» **TASK TO COMPLETE**
Go through the data below and copy it exactly, skipping every picture.

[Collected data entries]
*** Begin section ***

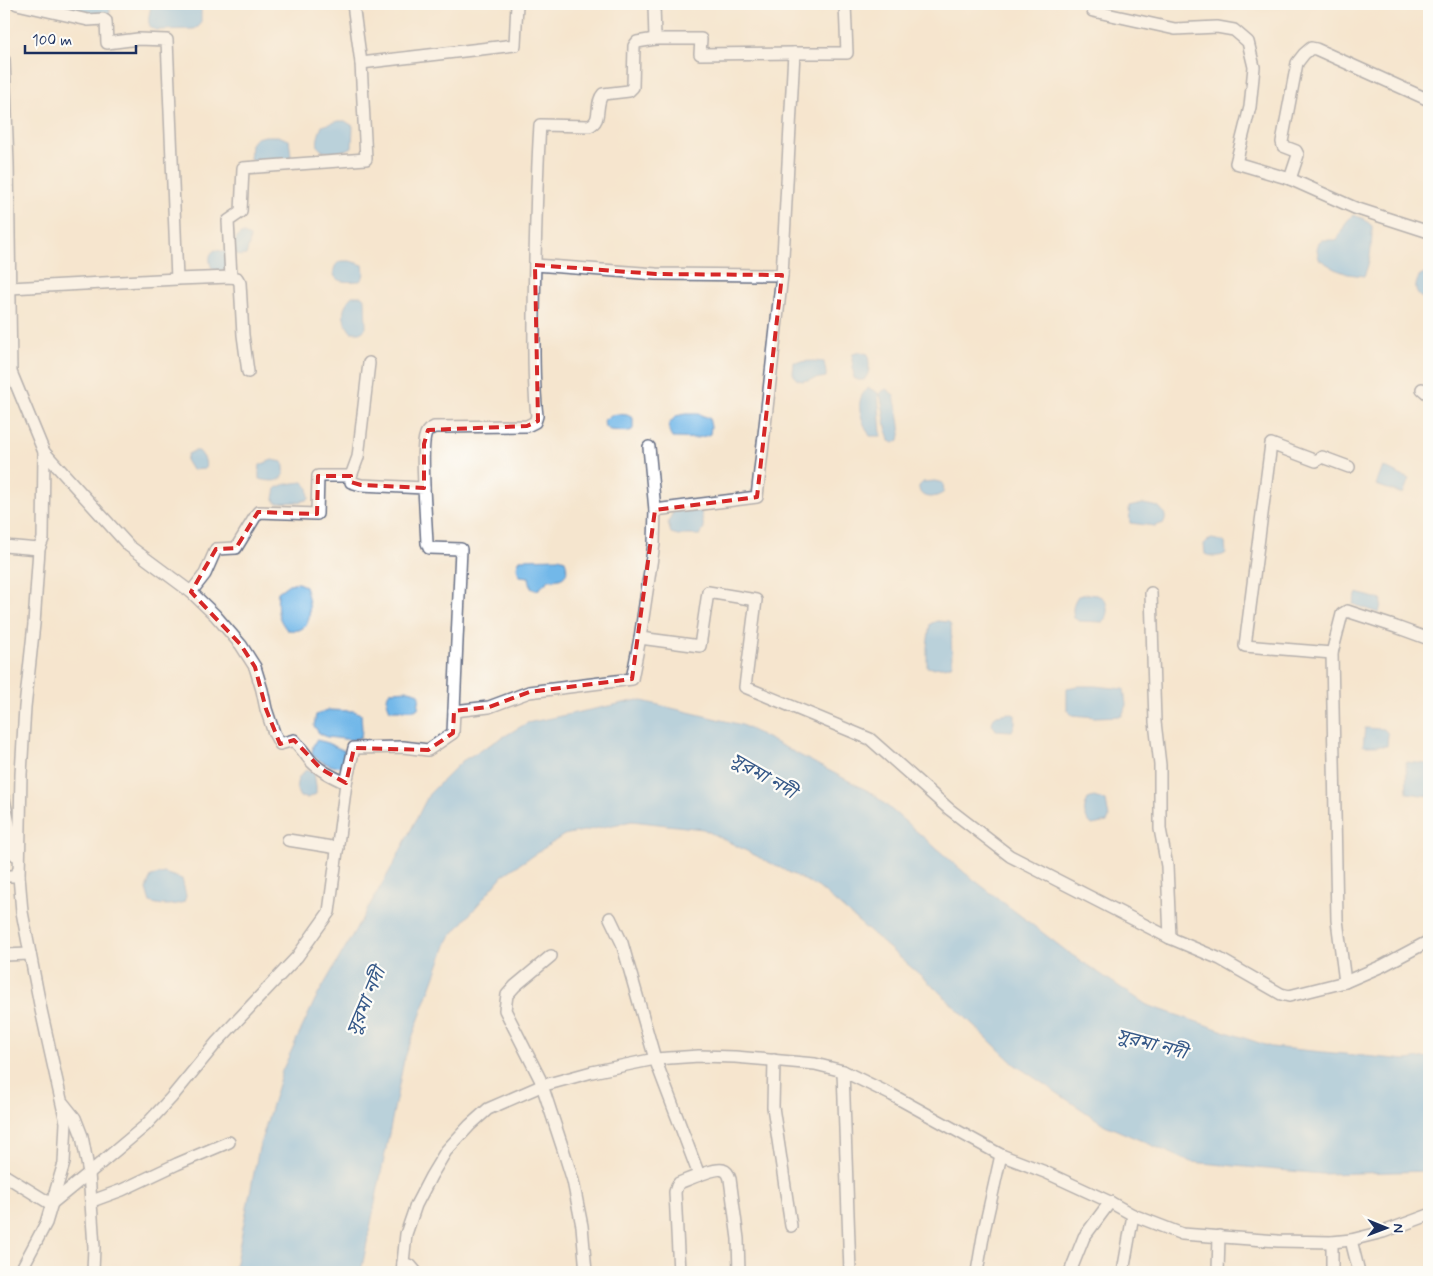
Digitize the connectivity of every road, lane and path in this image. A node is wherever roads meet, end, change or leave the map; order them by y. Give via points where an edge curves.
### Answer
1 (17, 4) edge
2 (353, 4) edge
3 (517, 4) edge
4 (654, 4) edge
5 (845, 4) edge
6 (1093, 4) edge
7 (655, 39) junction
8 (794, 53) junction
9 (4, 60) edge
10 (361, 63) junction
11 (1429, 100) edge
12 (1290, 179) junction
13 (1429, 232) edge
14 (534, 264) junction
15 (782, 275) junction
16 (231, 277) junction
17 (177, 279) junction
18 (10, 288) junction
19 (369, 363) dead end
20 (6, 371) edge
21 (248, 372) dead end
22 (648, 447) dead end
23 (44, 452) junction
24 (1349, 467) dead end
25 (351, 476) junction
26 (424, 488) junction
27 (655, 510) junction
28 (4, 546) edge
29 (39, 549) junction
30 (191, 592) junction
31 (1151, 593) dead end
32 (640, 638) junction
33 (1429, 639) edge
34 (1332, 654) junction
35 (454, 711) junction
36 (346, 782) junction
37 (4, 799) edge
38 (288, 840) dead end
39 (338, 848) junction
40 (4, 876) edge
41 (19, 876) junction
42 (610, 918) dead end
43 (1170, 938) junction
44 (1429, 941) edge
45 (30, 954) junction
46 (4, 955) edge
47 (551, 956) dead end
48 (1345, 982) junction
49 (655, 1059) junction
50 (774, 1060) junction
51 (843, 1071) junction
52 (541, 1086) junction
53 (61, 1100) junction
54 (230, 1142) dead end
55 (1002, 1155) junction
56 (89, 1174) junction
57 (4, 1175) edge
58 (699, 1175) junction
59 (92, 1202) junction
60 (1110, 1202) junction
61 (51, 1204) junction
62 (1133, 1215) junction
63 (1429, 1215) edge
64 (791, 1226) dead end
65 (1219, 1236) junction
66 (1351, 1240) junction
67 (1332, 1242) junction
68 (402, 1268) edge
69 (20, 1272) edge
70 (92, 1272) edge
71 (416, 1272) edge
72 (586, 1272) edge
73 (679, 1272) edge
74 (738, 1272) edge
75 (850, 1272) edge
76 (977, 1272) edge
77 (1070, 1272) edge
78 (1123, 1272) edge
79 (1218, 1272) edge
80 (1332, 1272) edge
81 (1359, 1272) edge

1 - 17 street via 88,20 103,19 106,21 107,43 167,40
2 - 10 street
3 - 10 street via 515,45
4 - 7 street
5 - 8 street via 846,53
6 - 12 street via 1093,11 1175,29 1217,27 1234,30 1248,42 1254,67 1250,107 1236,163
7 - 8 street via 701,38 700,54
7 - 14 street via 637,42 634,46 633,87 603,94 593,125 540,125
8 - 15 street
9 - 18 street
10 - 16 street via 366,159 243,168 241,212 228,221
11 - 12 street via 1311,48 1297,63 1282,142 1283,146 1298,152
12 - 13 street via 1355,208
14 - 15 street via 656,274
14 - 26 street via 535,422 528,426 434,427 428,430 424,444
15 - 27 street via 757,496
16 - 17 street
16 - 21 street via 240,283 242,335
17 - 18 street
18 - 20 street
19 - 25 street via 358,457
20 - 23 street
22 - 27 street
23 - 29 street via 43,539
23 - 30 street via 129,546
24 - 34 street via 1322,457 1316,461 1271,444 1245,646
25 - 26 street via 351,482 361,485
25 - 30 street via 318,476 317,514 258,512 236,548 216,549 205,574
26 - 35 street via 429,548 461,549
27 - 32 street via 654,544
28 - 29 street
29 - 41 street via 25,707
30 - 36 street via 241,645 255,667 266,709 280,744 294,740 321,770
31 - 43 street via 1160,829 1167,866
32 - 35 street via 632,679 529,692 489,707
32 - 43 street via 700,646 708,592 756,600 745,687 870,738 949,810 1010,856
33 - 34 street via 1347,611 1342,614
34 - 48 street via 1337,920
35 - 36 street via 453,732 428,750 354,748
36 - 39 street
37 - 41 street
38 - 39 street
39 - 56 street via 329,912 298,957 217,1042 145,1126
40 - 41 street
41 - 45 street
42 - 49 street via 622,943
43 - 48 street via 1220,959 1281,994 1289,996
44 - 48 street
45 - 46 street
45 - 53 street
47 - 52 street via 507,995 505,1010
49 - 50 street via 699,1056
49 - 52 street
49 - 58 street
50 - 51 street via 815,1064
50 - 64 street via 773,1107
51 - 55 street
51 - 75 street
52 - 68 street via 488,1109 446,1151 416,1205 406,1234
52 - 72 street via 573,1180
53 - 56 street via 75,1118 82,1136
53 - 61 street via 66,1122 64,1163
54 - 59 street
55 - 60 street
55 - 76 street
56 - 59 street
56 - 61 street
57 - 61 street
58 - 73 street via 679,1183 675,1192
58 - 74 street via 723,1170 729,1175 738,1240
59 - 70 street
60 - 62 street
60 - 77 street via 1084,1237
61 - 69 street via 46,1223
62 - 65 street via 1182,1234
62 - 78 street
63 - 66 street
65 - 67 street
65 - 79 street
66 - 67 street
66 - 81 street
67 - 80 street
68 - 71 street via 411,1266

*** End section ***

» **SOLUTION FOR THIS PROBLEM**
Digitize the connectivity of every road, lane and path in this image. A node is wherever roads meet, end, change or leave the map; order them by y. Give via points where an edge curves.
### Answer
1 (17, 4) edge
2 (353, 4) edge
3 (517, 4) edge
4 (654, 4) edge
5 (845, 4) edge
6 (1093, 4) edge
7 (655, 39) junction
8 (794, 53) junction
9 (4, 60) edge
10 (361, 63) junction
11 (1429, 100) edge
12 (1290, 179) junction
13 (1429, 232) edge
14 (534, 264) junction
15 (782, 275) junction
16 (231, 277) junction
17 (177, 279) junction
18 (10, 288) junction
19 (369, 363) dead end
20 (6, 371) edge
21 (248, 372) dead end
22 (648, 447) dead end
23 (44, 452) junction
24 (1349, 467) dead end
25 (351, 476) junction
26 (424, 488) junction
27 (655, 510) junction
28 (4, 546) edge
29 (39, 549) junction
30 (191, 592) junction
31 (1151, 593) dead end
32 (640, 638) junction
33 (1429, 639) edge
34 (1332, 654) junction
35 (454, 711) junction
36 (346, 782) junction
37 (4, 799) edge
38 (288, 840) dead end
39 (338, 848) junction
40 (4, 876) edge
41 (19, 876) junction
42 (610, 918) dead end
43 (1170, 938) junction
44 (1429, 941) edge
45 (30, 954) junction
46 (4, 955) edge
47 (551, 956) dead end
48 (1345, 982) junction
49 (655, 1059) junction
50 (774, 1060) junction
51 (843, 1071) junction
52 (541, 1086) junction
53 (61, 1100) junction
54 (230, 1142) dead end
55 (1002, 1155) junction
56 (89, 1174) junction
57 (4, 1175) edge
58 (699, 1175) junction
59 (92, 1202) junction
60 (1110, 1202) junction
61 (51, 1204) junction
62 (1133, 1215) junction
63 (1429, 1215) edge
64 (791, 1226) dead end
65 (1219, 1236) junction
66 (1351, 1240) junction
67 (1332, 1242) junction
68 (402, 1268) edge
69 (20, 1272) edge
70 (92, 1272) edge
71 (416, 1272) edge
72 (586, 1272) edge
73 (679, 1272) edge
74 (738, 1272) edge
75 (850, 1272) edge
76 (977, 1272) edge
77 (1070, 1272) edge
78 (1123, 1272) edge
79 (1218, 1272) edge
80 (1332, 1272) edge
81 (1359, 1272) edge

1 - 17 street via 88,20 103,19 106,21 107,43 167,40
2 - 10 street
3 - 10 street via 515,45
4 - 7 street
5 - 8 street via 846,53
6 - 12 street via 1093,11 1175,29 1217,27 1234,30 1248,42 1254,67 1250,107 1236,163
7 - 8 street via 701,38 700,54
7 - 14 street via 637,42 634,46 633,87 603,94 593,125 540,125
8 - 15 street
9 - 18 street
10 - 16 street via 366,159 243,168 241,212 228,221
11 - 12 street via 1311,48 1297,63 1282,142 1283,146 1298,152
12 - 13 street via 1355,208
14 - 15 street via 656,274
14 - 26 street via 535,422 528,426 434,427 428,430 424,444
15 - 27 street via 757,496
16 - 17 street
16 - 21 street via 240,283 242,335
17 - 18 street
18 - 20 street
19 - 25 street via 358,457
20 - 23 street
22 - 27 street
23 - 29 street via 43,539
23 - 30 street via 129,546
24 - 34 street via 1322,457 1316,461 1271,444 1245,646
25 - 26 street via 351,482 361,485
25 - 30 street via 318,476 317,514 258,512 236,548 216,549 205,574
26 - 35 street via 429,548 461,549
27 - 32 street via 654,544
28 - 29 street
29 - 41 street via 25,707
30 - 36 street via 241,645 255,667 266,709 280,744 294,740 321,770
31 - 43 street via 1160,829 1167,866
32 - 35 street via 632,679 529,692 489,707
32 - 43 street via 700,646 708,592 756,600 745,687 870,738 949,810 1010,856
33 - 34 street via 1347,611 1342,614
34 - 48 street via 1337,920
35 - 36 street via 453,732 428,750 354,748
36 - 39 street
37 - 41 street
38 - 39 street
39 - 56 street via 329,912 298,957 217,1042 145,1126
40 - 41 street
41 - 45 street
42 - 49 street via 622,943
43 - 48 street via 1220,959 1281,994 1289,996
44 - 48 street
45 - 46 street
45 - 53 street
47 - 52 street via 507,995 505,1010
49 - 50 street via 699,1056
49 - 52 street
49 - 58 street
50 - 51 street via 815,1064
50 - 64 street via 773,1107
51 - 55 street
51 - 75 street
52 - 68 street via 488,1109 446,1151 416,1205 406,1234
52 - 72 street via 573,1180
53 - 56 street via 75,1118 82,1136
53 - 61 street via 66,1122 64,1163
54 - 59 street
55 - 60 street
55 - 76 street
56 - 59 street
56 - 61 street
57 - 61 street
58 - 73 street via 679,1183 675,1192
58 - 74 street via 723,1170 729,1175 738,1240
59 - 70 street
60 - 62 street
60 - 77 street via 1084,1237
61 - 69 street via 46,1223
62 - 65 street via 1182,1234
62 - 78 street
63 - 66 street
65 - 67 street
65 - 79 street
66 - 67 street
66 - 81 street
67 - 80 street
68 - 71 street via 411,1266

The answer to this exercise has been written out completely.